EXERCISE |
Copy each entry precisely as written, and do not carry over the pictures.

STORED DATA |
▼

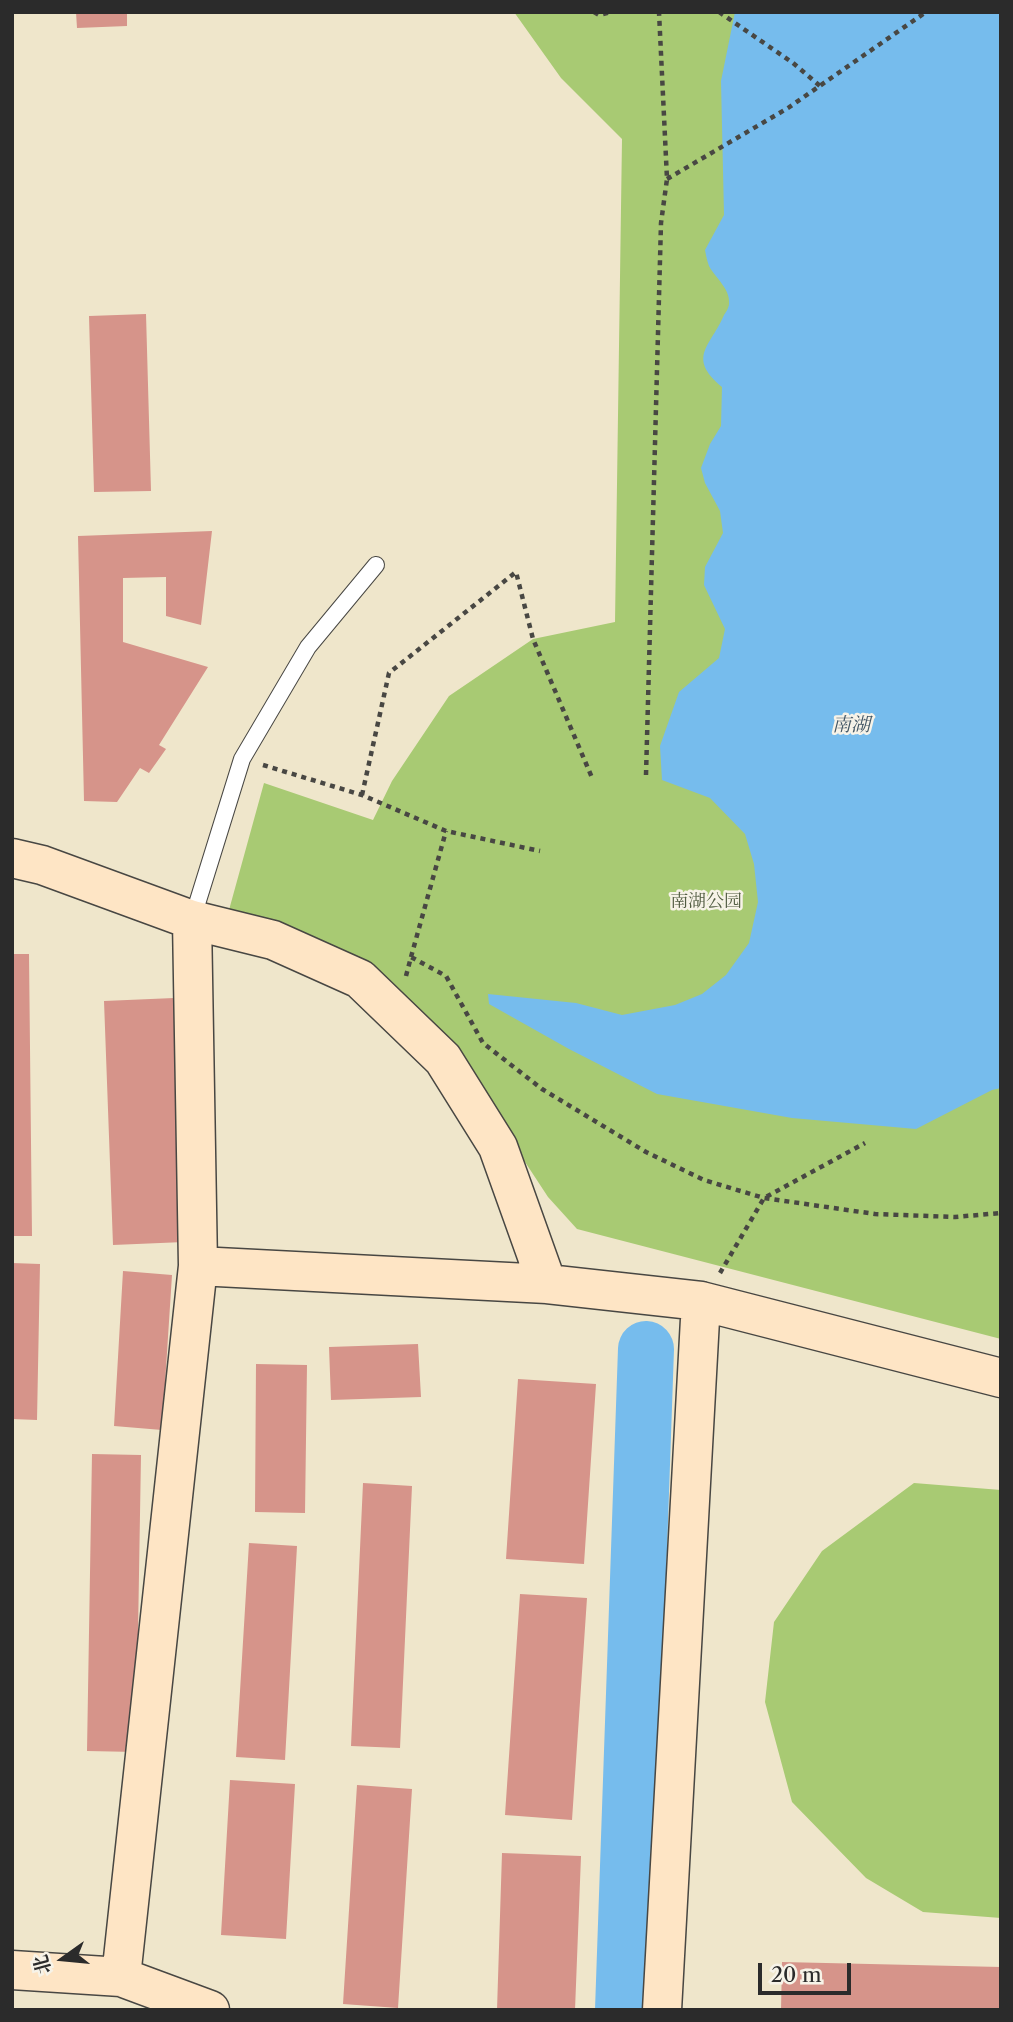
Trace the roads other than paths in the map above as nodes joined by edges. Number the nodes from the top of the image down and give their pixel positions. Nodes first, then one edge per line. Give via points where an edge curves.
1 (376, 565) dead end
2 (12, 858) edge
3 (192, 920) junction
4 (198, 1266) junction
5 (547, 1284) junction
6 (702, 1301) junction
7 (1001, 1378) edge
8 (12, 1970) edge
9 (121, 1977) junction
10 (210, 2010) edge
11 (662, 2010) edge

1 - 3 lane via 308,647 242,759
2 - 3 street
3 - 4 street
3 - 5 street via 273,940 359,979 443,1059 498,1147
4 - 5 street
4 - 9 street
5 - 6 street
6 - 7 street
6 - 11 street
8 - 9 street
9 - 10 street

▲

EXERCISE OUTPUT |
Trace the roads other than paths in the map above as nodes joined by edges. Number the nodes from the top of the image down and give their pixel positions. Nodes first, then one edge per line. Give via points where an edge curves.
1 (376, 565) dead end
2 (12, 858) edge
3 (192, 920) junction
4 (198, 1266) junction
5 (547, 1284) junction
6 (702, 1301) junction
7 (1001, 1378) edge
8 (12, 1970) edge
9 (121, 1977) junction
10 (210, 2010) edge
11 (662, 2010) edge

1 - 3 lane via 308,647 242,759
2 - 3 street
3 - 4 street
3 - 5 street via 273,940 359,979 443,1059 498,1147
4 - 5 street
4 - 9 street
5 - 6 street
6 - 7 street
6 - 11 street
8 - 9 street
9 - 10 street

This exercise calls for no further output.